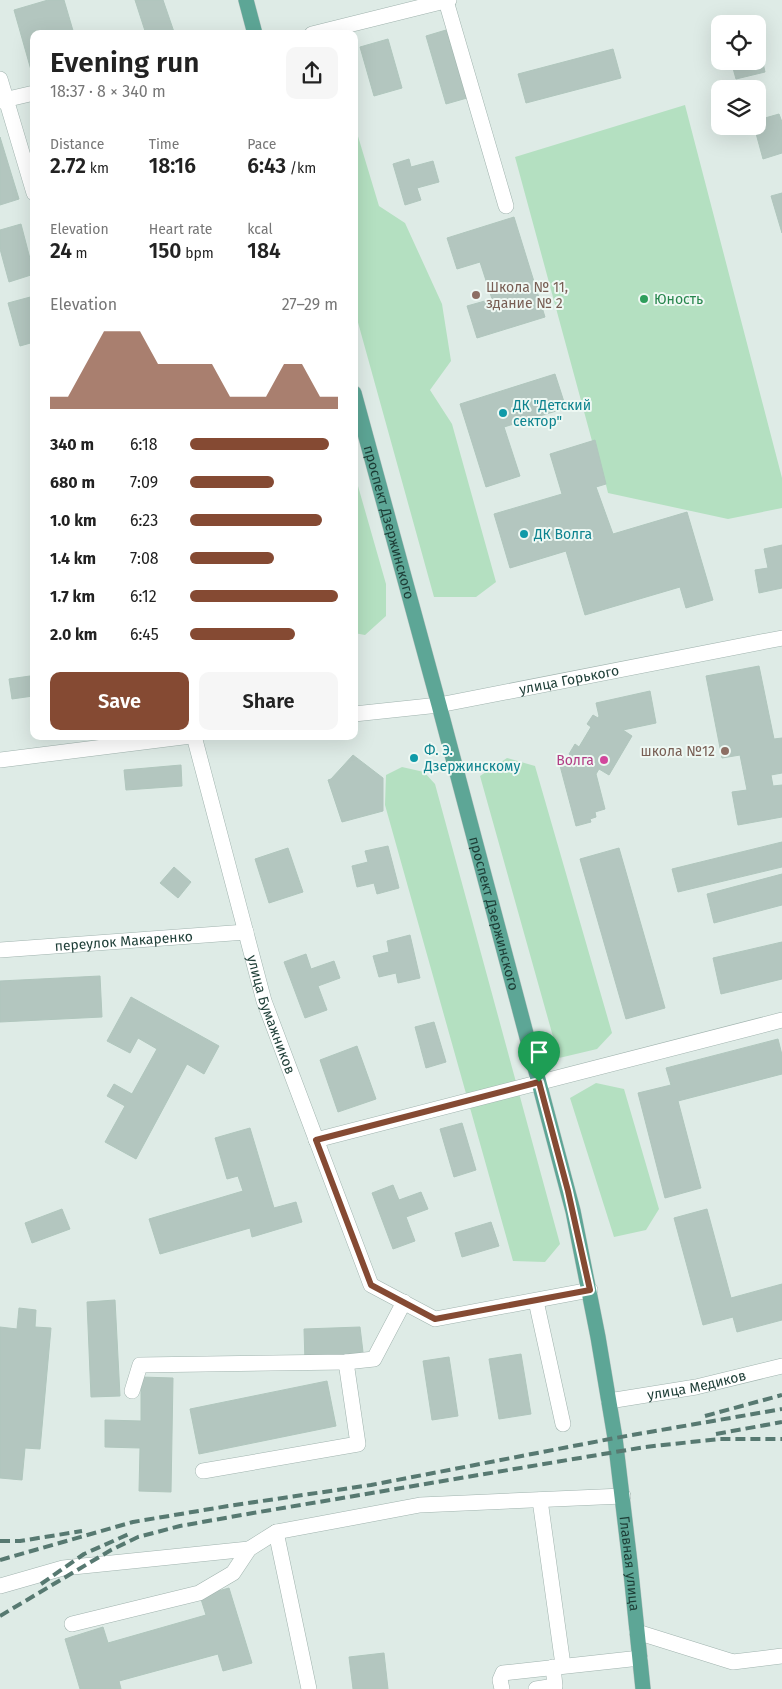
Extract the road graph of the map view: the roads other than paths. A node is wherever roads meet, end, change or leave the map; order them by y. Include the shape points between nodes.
1 (246, 0) edge
2 (447, 0) edge
3 (254, 30) edge
4 (328, 30) edge
5 (0, 79) edge
6 (30, 94) edge
7 (3, 100) edge
8 (30, 181) edge
9 (506, 206) dead end
10 (358, 408) edge
11 (782, 638) edge
12 (439, 705) junction
13 (358, 714) edge
14 (160, 740) edge
15 (193, 740) edge
16 (0, 760) edge
17 (246, 932) junction
18 (0, 950) edge
19 (782, 1020) edge
20 (539, 1082) junction
21 (316, 1140) junction
22 (590, 1290) junction
23 (536, 1301) junction
24 (404, 1302) junction
25 (346, 1362) junction
26 (782, 1366) edge
27 (132, 1391) dead end
28 (609, 1401) junction
29 (563, 1424) dead end
30 (615, 1438) joint
31 (203, 1471) dead end
32 (623, 1496) junction
33 (540, 1500) junction
34 (276, 1532) junction
35 (249, 1549) junction
36 (0, 1586) edge
37 (72, 1624) dead end
38 (637, 1632) junction
39 (782, 1656) edge
40 (640, 1658) junction
41 (558, 1666) junction
42 (310, 1689) edge
43 (502, 1689) edge
44 (536, 1689) edge
45 (643, 1689) edge

1 - 3 main road
2 - 4 street
2 - 9 street
5 - 7 street
6 - 7 street
7 - 8 street
10 - 12 main road, проспект Дзержинского
11 - 12 street, улица Горького
12 - 13 street, улица Горького
12 - 20 main road, проспект Дзержинского
14 - 16 street
15 - 17 street, улица Бумажников
17 - 18 street, переулок Макаренко
17 - 21 street, улица Бумажников via 264,1001
19 - 20 street
20 - 21 street
20 - 22 main road, проспект Дзержинского via 572,1204
21 - 24 street, улица Бумажников via 371,1285
22 - 23 street
22 - 28 main road, проспект Дзержинского
23 - 24 street via 435,1319
23 - 29 street
24 - 25 street via 374,1359
25 - 27 street via 140,1365
25 - 31 street via 358,1444
26 - 28 street, улица Медиков via 696,1387
28 - 30 main road, проспект Дзержинского
30 - 32 main road, Главная улица
32 - 33 street
32 - 38 main road, Главная улица
33 - 34 street via 420,1505
33 - 41 street
34 - 35 street
34 - 42 street
35 - 36 street via 63,1568
35 - 37 street via 233,1573 199,1593
38 - 39 street via 733,1662
38 - 40 main road, Главная улица
40 - 41 street
40 - 45 main road, Главная улица
41 - 43 street via 503,1673 500,1680
41 - 44 street via 555,1686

* * * *

[TASK INSTRUCTIONS] Show each line from the listing above that includes the word "улица".

[RESPONSE TO THE TASK]
11 - 12 street, улица Горького
12 - 13 street, улица Горького
15 - 17 street, улица Бумажников
17 - 21 street, улица Бумажников via 264,1001
21 - 24 street, улица Бумажников via 371,1285
26 - 28 street, улица Медиков via 696,1387
30 - 32 main road, Главная улица
32 - 38 main road, Главная улица
38 - 40 main road, Главная улица
40 - 45 main road, Главная улица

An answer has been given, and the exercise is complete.